- **DIRECTIONS**: As you reproduce every line below, keep it exactly as written and leave out the images.

EXTRACTED ENTRIES Block Start

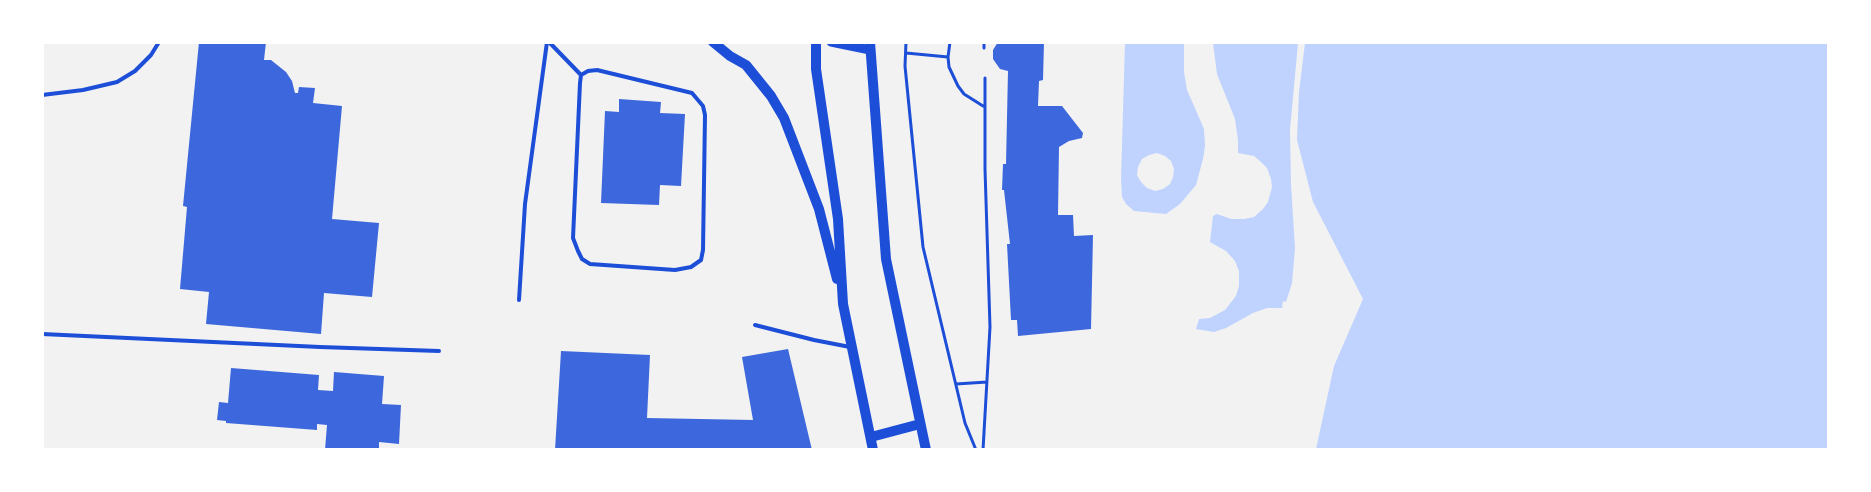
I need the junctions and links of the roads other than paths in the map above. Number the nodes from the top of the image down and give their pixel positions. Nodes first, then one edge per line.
1 (159, 42) edge
2 (548, 42) edge
3 (713, 42) edge
4 (816, 42) edge
5 (831, 42) edge
6 (870, 46) edge
7 (581, 76) junction
8 (42, 95) edge
9 (519, 300) dead end
10 (843, 304) junction
11 (755, 325) dead end
12 (42, 334) edge
13 (851, 347) junction
14 (439, 351) dead end
15 (920, 424) junction
16 (871, 437) junction
17 (874, 450) edge
18 (926, 450) edge

1 - 8 lane
2 - 7 lane
2 - 9 lane
3 - 10 main road
4 - 10 main road
5 - 6 street
6 - 15 main road
7 - 7 lane
10 - 13 main road
11 - 13 lane
12 - 14 lane
13 - 16 main road
15 - 16 main road
15 - 18 main road
16 - 17 main road

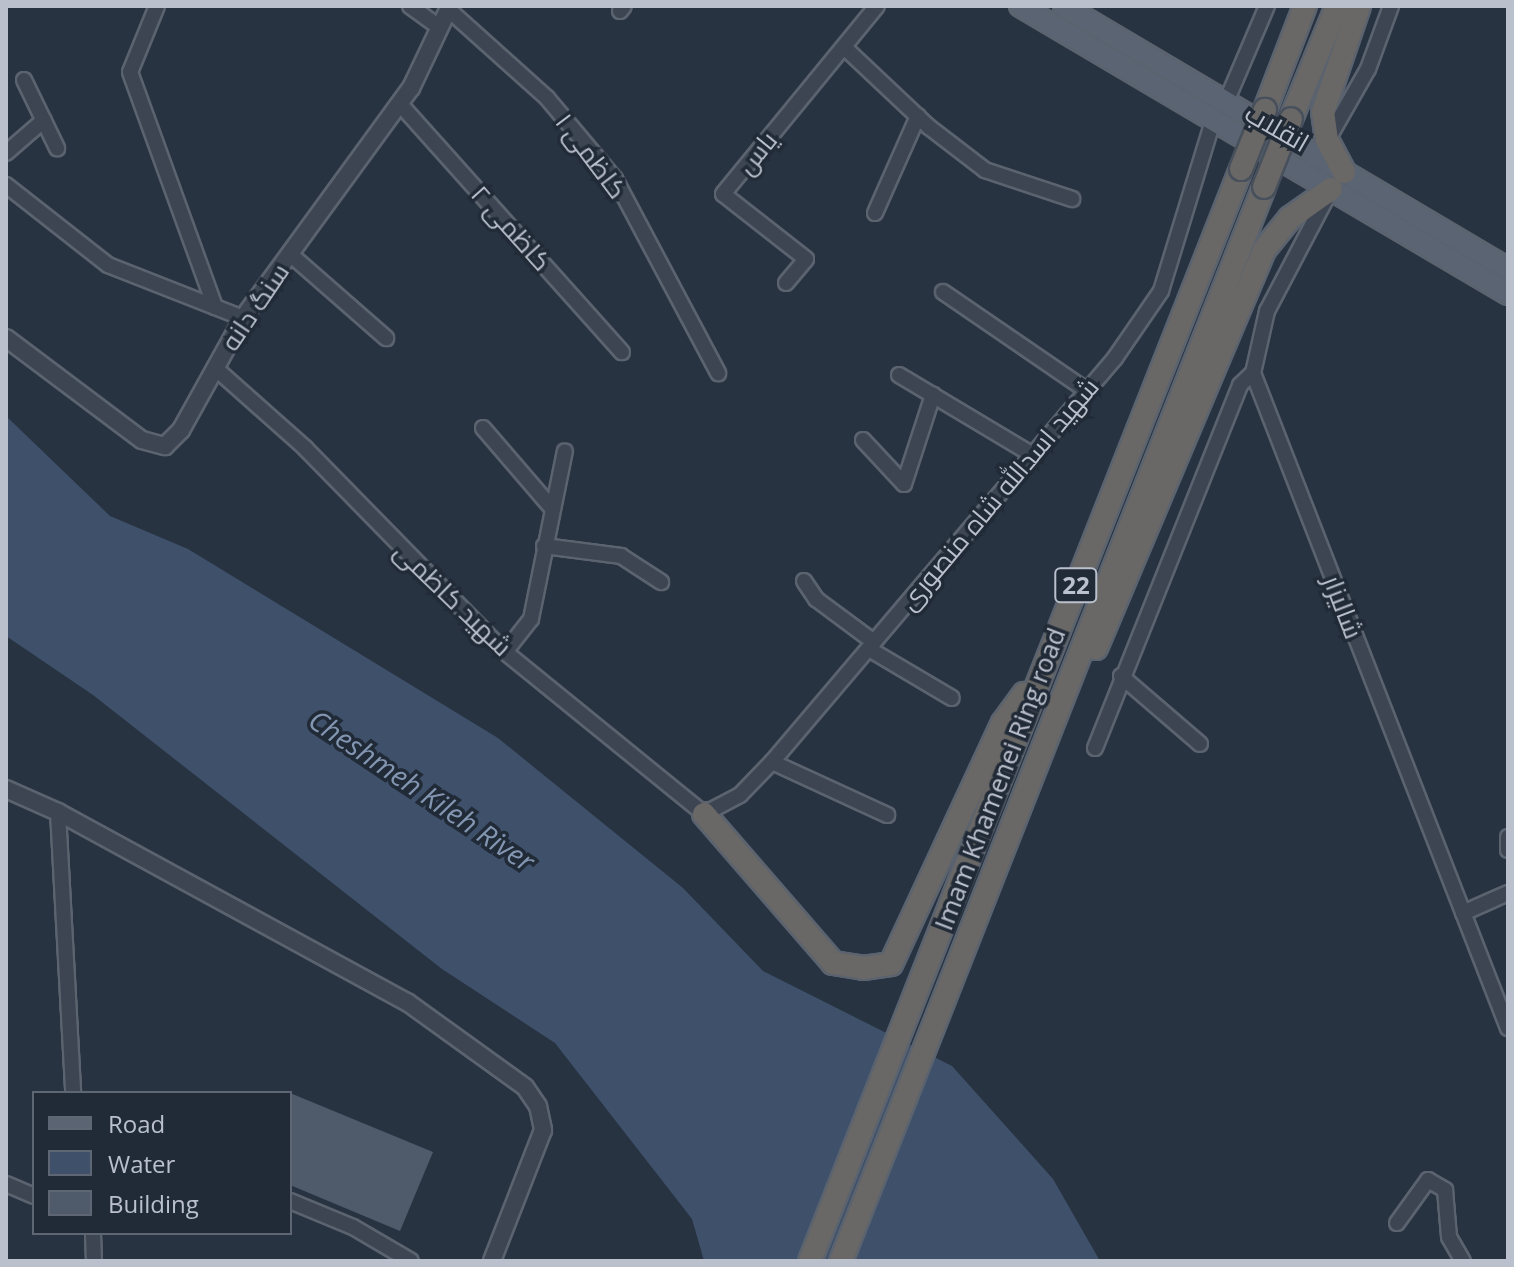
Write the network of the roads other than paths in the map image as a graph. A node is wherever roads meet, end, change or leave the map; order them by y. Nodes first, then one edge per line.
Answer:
1 (157, 6) edge
2 (410, 6) edge
3 (877, 6) edge
4 (1020, 6) edge
5 (1065, 6) edge
6 (1267, 6) edge
7 (1305, 6) edge
8 (1337, 6) edge
9 (1359, 6) edge
10 (1391, 6) edge
11 (450, 8) edge
12 (440, 28) junction
13 (844, 47) junction
14 (24, 80) dead end
15 (1226, 102) junction
16 (400, 104) junction
17 (918, 116) junction
18 (44, 120) junction
19 (1213, 121) junction
20 (1327, 140) junction
21 (57, 148) dead end
22 (6, 153) edge
23 (1337, 181) junction
24 (6, 185) edge
25 (1072, 199) dead end
26 (875, 213) dead end
27 (290, 254) junction
28 (1508, 269) edge
29 (786, 283) dead end
30 (943, 292) dead end
31 (1508, 294) edge
32 (215, 307) junction
33 (243, 318) junction
34 (6, 338) edge
35 (386, 338) dead end
36 (622, 352) dead end
37 (215, 368) junction
38 (718, 373) dead end
39 (1253, 373) junction
40 (899, 375) dead end
41 (1086, 390) junction
42 (933, 395) junction
43 (483, 428) dead end
44 (863, 440) dead end
45 (565, 451) dead end
46 (1031, 454) junction
47 (551, 507) junction
48 (544, 546) junction
49 (804, 581) dead end
50 (661, 582) dead end
51 (871, 646) junction
52 (505, 652) junction
53 (1044, 667) junction
54 (1121, 676) junction
55 (952, 698) dead end
56 (1200, 744) dead end
57 (1095, 748) dead end
58 (772, 762) junction
59 (6, 789) edge
60 (1019, 808) junction
61 (58, 812) junction
62 (704, 814) junction
63 (887, 815) dead end
64 (1508, 837) edge
65 (1508, 850) edge
66 (1508, 893) edge
67 (1463, 913) junction
68 (1508, 1028) edge
69 (73, 1091) edge
70 (6, 1184) edge
71 (32, 1195) edge
72 (292, 1202) edge
73 (511, 1217) junction
74 (1397, 1223) dead end
75 (93, 1235) edge
76 (406, 1260) edge
77 (94, 1261) edge
78 (492, 1261) edge
79 (503, 1261) edge
80 (810, 1261) edge
81 (841, 1261) edge
82 (1463, 1261) edge

1 - 32 street
2 - 12 street
3 - 13 street, یاس
4 - 19 main road, انقلاب
5 - 15 main road, انقلاب
6 - 15 street
7 - 53 highway, Imam Khamenei Ring road / 22, bridge
8 - 60 highway, Imam Khamenei Ring road / 22, bridge
9 - 20 highway
10 - 20 street
11 - 12 street, سنگ دانه
11 - 38 street, کاظمی ۱
12 - 16 street, سنگ دانه
13 - 17 street
13 - 29 street, یاس
14 - 18 street
15 - 23 main road, انقلاب
16 - 27 street, سنگ دانه
16 - 36 street, کاظمی ۲
17 - 25 street
17 - 26 street
18 - 21 street
18 - 22 street
19 - 23 main road, انقلاب
19 - 41 street, شهید اسدالله شاه منصوری
20 - 23 highway
23 - 28 main road, انقلاب
23 - 31 main road, انقلاب
23 - 39 street
23 - 60 highway
24 - 32 street
27 - 33 street, سنگ دانه
27 - 35 street
30 - 41 street
32 - 33 street
33 - 37 street, سنگ دانه
34 - 37 street, سنگ دانه
37 - 52 street, شهید کاظمی
39 - 54 street
39 - 67 street, شالیزار
40 - 42 street
41 - 46 street, شهید اسدالله شاه منصوری
42 - 44 street
42 - 46 street
43 - 47 street
45 - 47 street
46 - 51 street, شهید اسدالله شاه منصوری
47 - 48 street
48 - 50 street
48 - 52 street
49 - 51 street
51 - 55 street
51 - 58 street, شهید اسدالله شاه منصوری
52 - 62 street, شهید کاظمی
53 - 62 highway
53 - 80 highway, Imam Khamenei Ring road / 22
54 - 56 street
54 - 57 street
58 - 62 street, شهید اسدالله شاه منصوری
58 - 63 street
59 - 61 street
60 - 81 highway, Imam Khamenei Ring road / 22
61 - 69 street
61 - 73 street
64 - 65 street
66 - 67 street
67 - 68 street, شالیزار
70 - 71 street
72 - 76 street
73 - 78 street
73 - 79 street
74 - 82 street
75 - 77 street

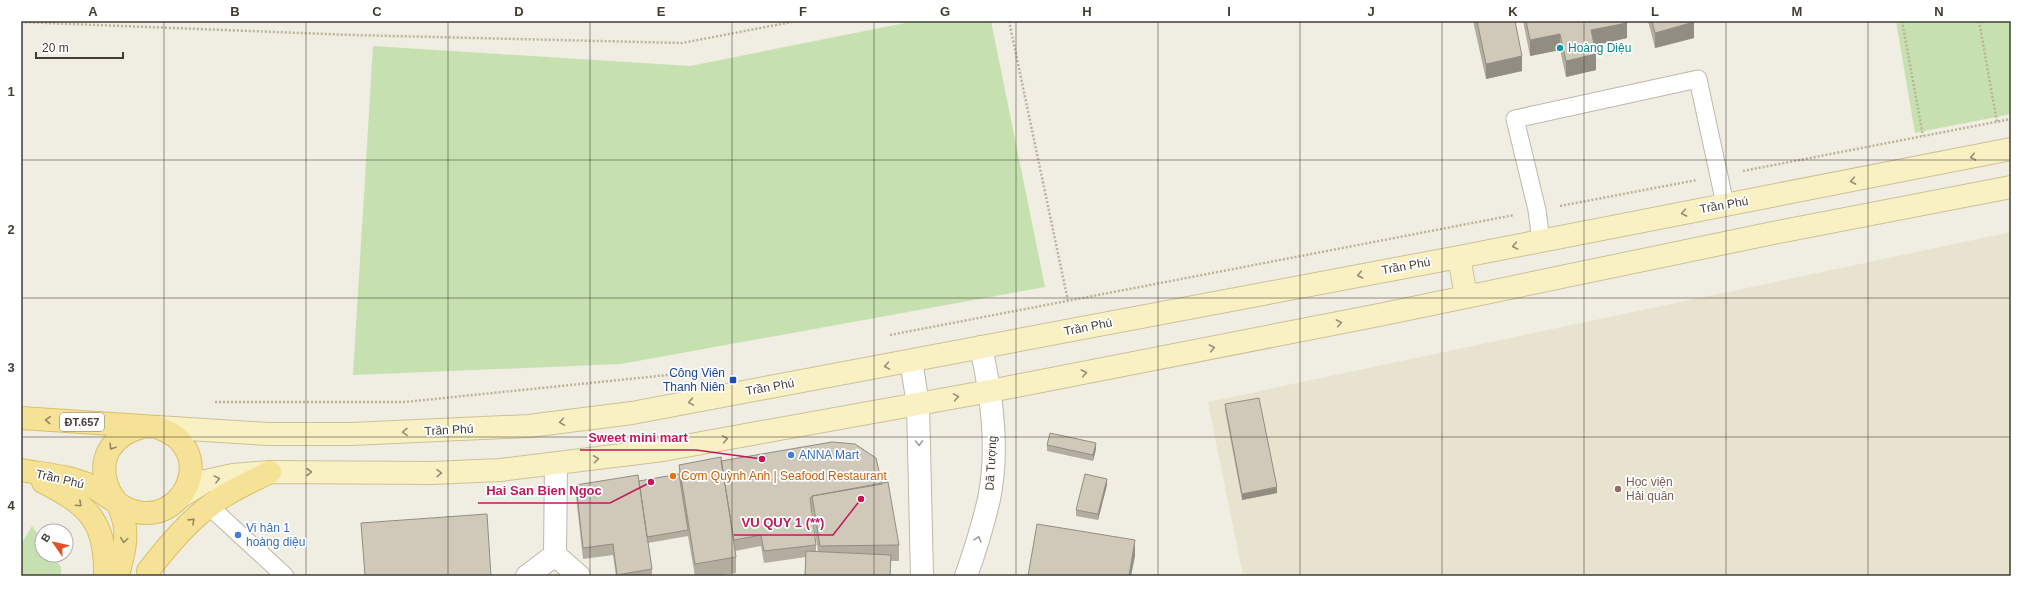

EXTRACTED ENTRIES Block End

- **FINISHED EXERCISE**:
I need the junctions and links of the roads other than paths in the map above. Number the nodes from the top of the image down and give their pixel positions. Nodes first, then one edge per line.
1 (159, 42) edge
2 (548, 42) edge
3 (713, 42) edge
4 (816, 42) edge
5 (831, 42) edge
6 (870, 46) edge
7 (581, 76) junction
8 (42, 95) edge
9 (519, 300) dead end
10 (843, 304) junction
11 (755, 325) dead end
12 (42, 334) edge
13 (851, 347) junction
14 (439, 351) dead end
15 (920, 424) junction
16 (871, 437) junction
17 (874, 450) edge
18 (926, 450) edge

1 - 8 lane
2 - 7 lane
2 - 9 lane
3 - 10 main road
4 - 10 main road
5 - 6 street
6 - 15 main road
7 - 7 lane
10 - 13 main road
11 - 13 lane
12 - 14 lane
13 - 16 main road
15 - 16 main road
15 - 18 main road
16 - 17 main road

Write the network of the roads other than paths in the map image as a graph. A node is wherever roads meet, end, change or leave the map; order them by y. Nodes first, then one edge per line.
Answer:
1 (157, 6) edge
2 (410, 6) edge
3 (877, 6) edge
4 (1020, 6) edge
5 (1065, 6) edge
6 (1267, 6) edge
7 (1305, 6) edge
8 (1337, 6) edge
9 (1359, 6) edge
10 (1391, 6) edge
11 (450, 8) edge
12 (440, 28) junction
13 (844, 47) junction
14 (24, 80) dead end
15 (1226, 102) junction
16 (400, 104) junction
17 (918, 116) junction
18 (44, 120) junction
19 (1213, 121) junction
20 (1327, 140) junction
21 (57, 148) dead end
22 (6, 153) edge
23 (1337, 181) junction
24 (6, 185) edge
25 (1072, 199) dead end
26 (875, 213) dead end
27 (290, 254) junction
28 (1508, 269) edge
29 (786, 283) dead end
30 (943, 292) dead end
31 (1508, 294) edge
32 (215, 307) junction
33 (243, 318) junction
34 (6, 338) edge
35 (386, 338) dead end
36 (622, 352) dead end
37 (215, 368) junction
38 (718, 373) dead end
39 (1253, 373) junction
40 (899, 375) dead end
41 (1086, 390) junction
42 (933, 395) junction
43 (483, 428) dead end
44 (863, 440) dead end
45 (565, 451) dead end
46 (1031, 454) junction
47 (551, 507) junction
48 (544, 546) junction
49 (804, 581) dead end
50 (661, 582) dead end
51 (871, 646) junction
52 (505, 652) junction
53 (1044, 667) junction
54 (1121, 676) junction
55 (952, 698) dead end
56 (1200, 744) dead end
57 (1095, 748) dead end
58 (772, 762) junction
59 (6, 789) edge
60 (1019, 808) junction
61 (58, 812) junction
62 (704, 814) junction
63 (887, 815) dead end
64 (1508, 837) edge
65 (1508, 850) edge
66 (1508, 893) edge
67 (1463, 913) junction
68 (1508, 1028) edge
69 (73, 1091) edge
70 (6, 1184) edge
71 (32, 1195) edge
72 (292, 1202) edge
73 (511, 1217) junction
74 (1397, 1223) dead end
75 (93, 1235) edge
76 (406, 1260) edge
77 (94, 1261) edge
78 (492, 1261) edge
79 (503, 1261) edge
80 (810, 1261) edge
81 (841, 1261) edge
82 (1463, 1261) edge

1 - 32 street
2 - 12 street
3 - 13 street, یاس
4 - 19 main road, انقلاب
5 - 15 main road, انقلاب
6 - 15 street
7 - 53 highway, Imam Khamenei Ring road / 22, bridge
8 - 60 highway, Imam Khamenei Ring road / 22, bridge
9 - 20 highway
10 - 20 street
11 - 12 street, سنگ دانه
11 - 38 street, کاظمی ۱
12 - 16 street, سنگ دانه
13 - 17 street
13 - 29 street, یاس
14 - 18 street
15 - 23 main road, انقلاب
16 - 27 street, سنگ دانه
16 - 36 street, کاظمی ۲
17 - 25 street
17 - 26 street
18 - 21 street
18 - 22 street
19 - 23 main road, انقلاب
19 - 41 street, شهید اسدالله شاه منصوری
20 - 23 highway
23 - 28 main road, انقلاب
23 - 31 main road, انقلاب
23 - 39 street
23 - 60 highway
24 - 32 street
27 - 33 street, سنگ دانه
27 - 35 street
30 - 41 street
32 - 33 street
33 - 37 street, سنگ دانه
34 - 37 street, سنگ دانه
37 - 52 street, شهید کاظمی
39 - 54 street
39 - 67 street, شالیزار
40 - 42 street
41 - 46 street, شهید اسدالله شاه منصوری
42 - 44 street
42 - 46 street
43 - 47 street
45 - 47 street
46 - 51 street, شهید اسدالله شاه منصوری
47 - 48 street
48 - 50 street
48 - 52 street
49 - 51 street
51 - 55 street
51 - 58 street, شهید اسدالله شاه منصوری
52 - 62 street, شهید کاظمی
53 - 62 highway
53 - 80 highway, Imam Khamenei Ring road / 22
54 - 56 street
54 - 57 street
58 - 62 street, شهید اسدالله شاه منصوری
58 - 63 street
59 - 61 street
60 - 81 highway, Imam Khamenei Ring road / 22
61 - 69 street
61 - 73 street
64 - 65 street
66 - 67 street
67 - 68 street, شالیزار
70 - 71 street
72 - 76 street
73 - 78 street
73 - 79 street
74 - 82 street
75 - 77 street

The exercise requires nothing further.